QccWAVspiht3DDecodeHeader.3

NAME

QccWAVspiht3DEncode, QccWAVspiht3DDecode - encode/decode an image cube using the 3D-SPIHT algorithm

int QccWAVspiht3DEncode(const QccIMGImageCube *image, const QccIMGImageCube *mask, QccBitBuffer *buffer, int transform_type, int zerotree_type, int temporal_num_levels, int spatial_num_levels, const QccWAVWavelet *wavelet, int target_bit_cnt, int arithmetic_coded);

int QccWAVspiht3DEncode2(QccWAVSubbandPyramid3D *image_subband_pyramid, QccWAVSubbandPyramid3D *mask_subband_pyramid, int transform_type, int zerotree_type, double image_mean, QccBitBuffer *buffer, int target_bit_cnt, int arithmetic_coded);

int QccWAVspiht3DDecodeHeader(QccBitBuffer *buffer, int *transform_type, int *zerotree_type, int *temporal_num_levels, int *spatial_num_levels, int *num_frames, int *num_rows, int *num_cols, double *image_mean, int *max_coefficient_bits, int *arithmetic_coded);

int QccWAVspiht3DDecode(QccBitBuffer *buffer, QccIMGImageCube *image, const QccIMGImageCube *mask, int transform_type, int zerotree_type, int temporal_num_levels, int spatial_num_levels, const QccWAVWavelet *wavelet, double image_mean, int max_coefficient_bits, int target_bit_bit, int arithmetic_coded);

int QccWAVspiht3DDecode2(QccBitBuffer *buffer, QccWAVSubbandPyramid3D *image_subband_pyramid, QccWAVSubbandPyramid3D *mask_subband_pyramid, int transform_type, int zerotree_type, int temporal_num_levels, int spatial_num_levels, int max_coefficient_bits, int target_bit_cnt, int arithmetic_coded);

DESCRIPTION

Encoding

QccWAVspiht3DEncode() encodes an image cube, image, using a 3D generalization of the Set Partitioning In Hierarchical Trees (SPIHT) algorithm. The original SPIHT algorithm was developed for 2D images by Said and Pearlman; it was latter extended to 3D by Kim, Pearlman, and Xiong. In essence, the 3D-SPIHT algorithm involves a 3D DWT followed by a progressive "bitplane" coding of the wavelet coefficients using a zerotree-like quantization structure.

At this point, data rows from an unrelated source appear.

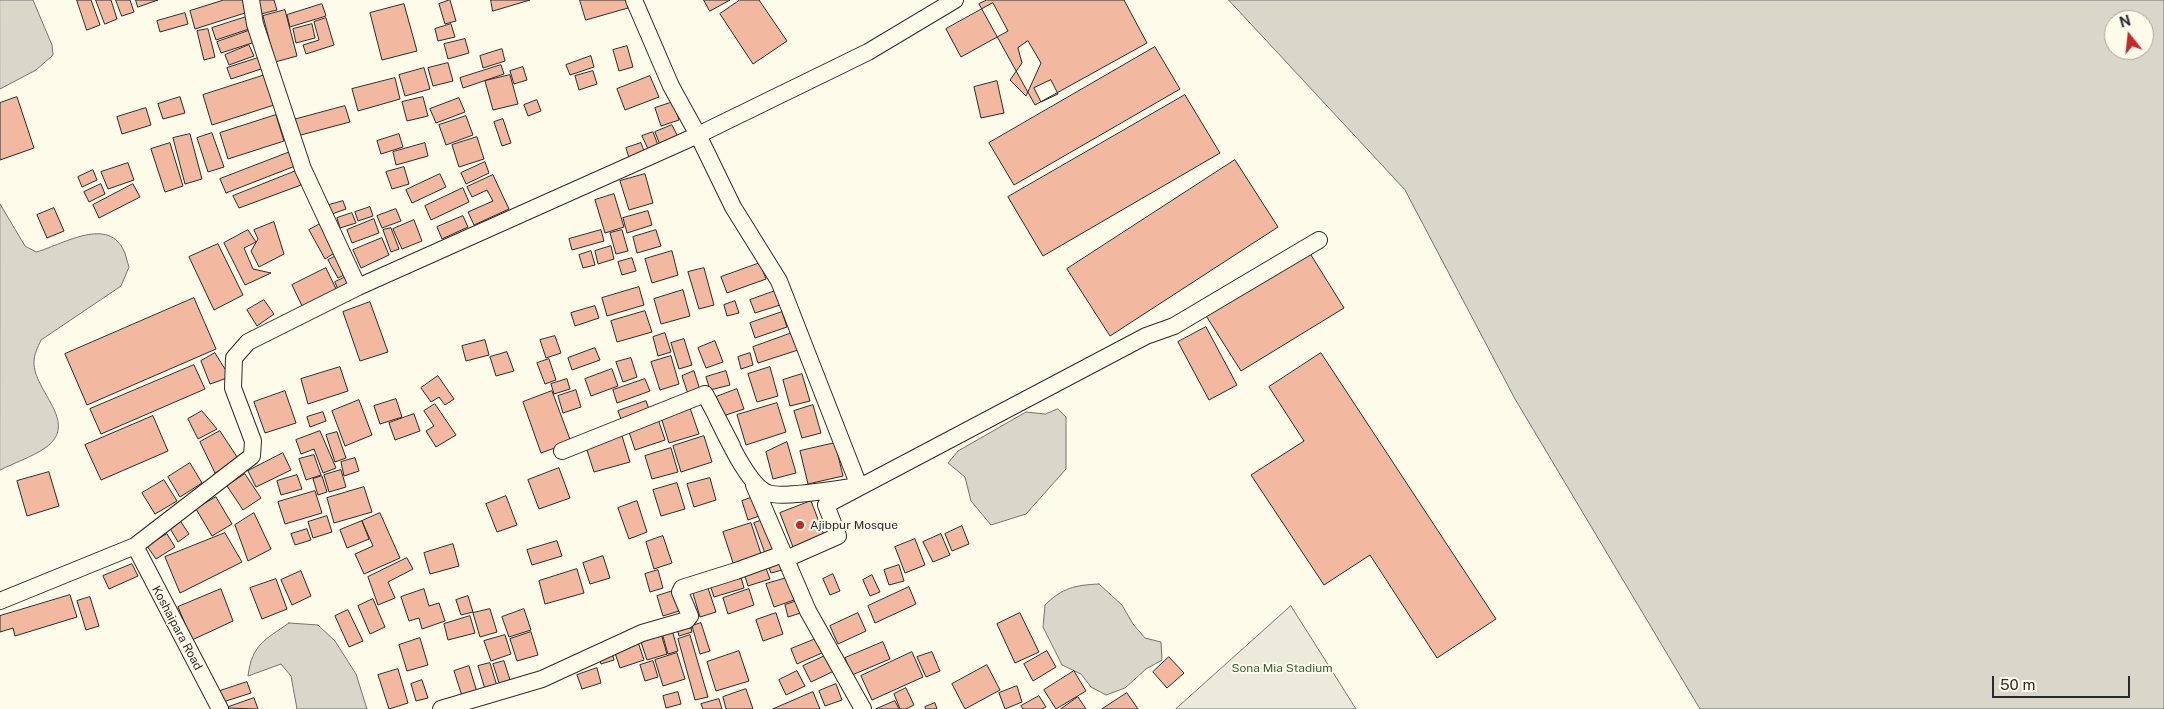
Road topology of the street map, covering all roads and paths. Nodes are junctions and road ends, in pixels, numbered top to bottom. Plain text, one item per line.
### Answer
1 (251, 0) edge
2 (634, 0) edge
3 (955, 0) edge
4 (698, 136) junction
5 (1319, 240) dead end
6 (358, 287) junction
7 (562, 451) dead end
8 (754, 485) junction
9 (859, 486) junction
10 (135, 546) junction
11 (784, 556) junction
12 (0, 601) edge
13 (220, 709) edge
14 (441, 709) edge
15 (863, 709) edge

1 - 6 street
2 - 4 street
3 - 4 street
4 - 6 street
4 - 9 street
5 - 9 street
6 - 10 street
7 - 8 street
8 - 9 street
8 - 11 street
9 - 11 street
10 - 12 street
10 - 13 street, Koshaipara Road
11 - 14 street
11 - 15 street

image is the image cube to be coded and buffer is the output bitstream. buffer must be of QCCBITBUFFER_OUTPUT type and opened via a prior call to QccBitBufferStart(3) .

QccWAVspiht3DEncode() supports the use of both wavelet-packet and dyadic wavelet-transform decompositions. Furthermore a variety of zerotree structures are available. If transform_type is QCCWAVSUBBANDPYRAMID3D_DYADIC, a dyadic DWT is used; if transform_type is QCCWAVSUBBANDPYRAMID3D_PACKET, a wavelet-packet DWT is used. If zerotree_type is QCCSPIHT3D_ZEROTREE_DYADIC, a dyadic zerotree structure is used; if zerotree_type is QCCSPIHT3D_ZEROTREE_PACKET, a symmetric wavelet-packet zerotree structure is used; while if zerotree_type is QCCSPIHT3D_ZEROTREE_ASPACKET, an asymmetric wavelet-packet zerotree structure is used. See "DYADIC VS. WAVELET-PACKET TRANSFORMS AND ZEROTREES" below for more detail. temporal_num_levels and spatial_num_levels give the number of levels of wavelet decomposition to perform for both transform types; for a dyadic transform, temporal_num_levels must equal spatial_num_levels. Furthermore, if zerotree_type is QCCSPIHT3D_ZEROTREE_DYADIC or QCCSPIHT3D_ZEROTREE_PACKET, temporal_num_levels must equal spatial_num_levels. wavelet is the wavelet to use for decomposition.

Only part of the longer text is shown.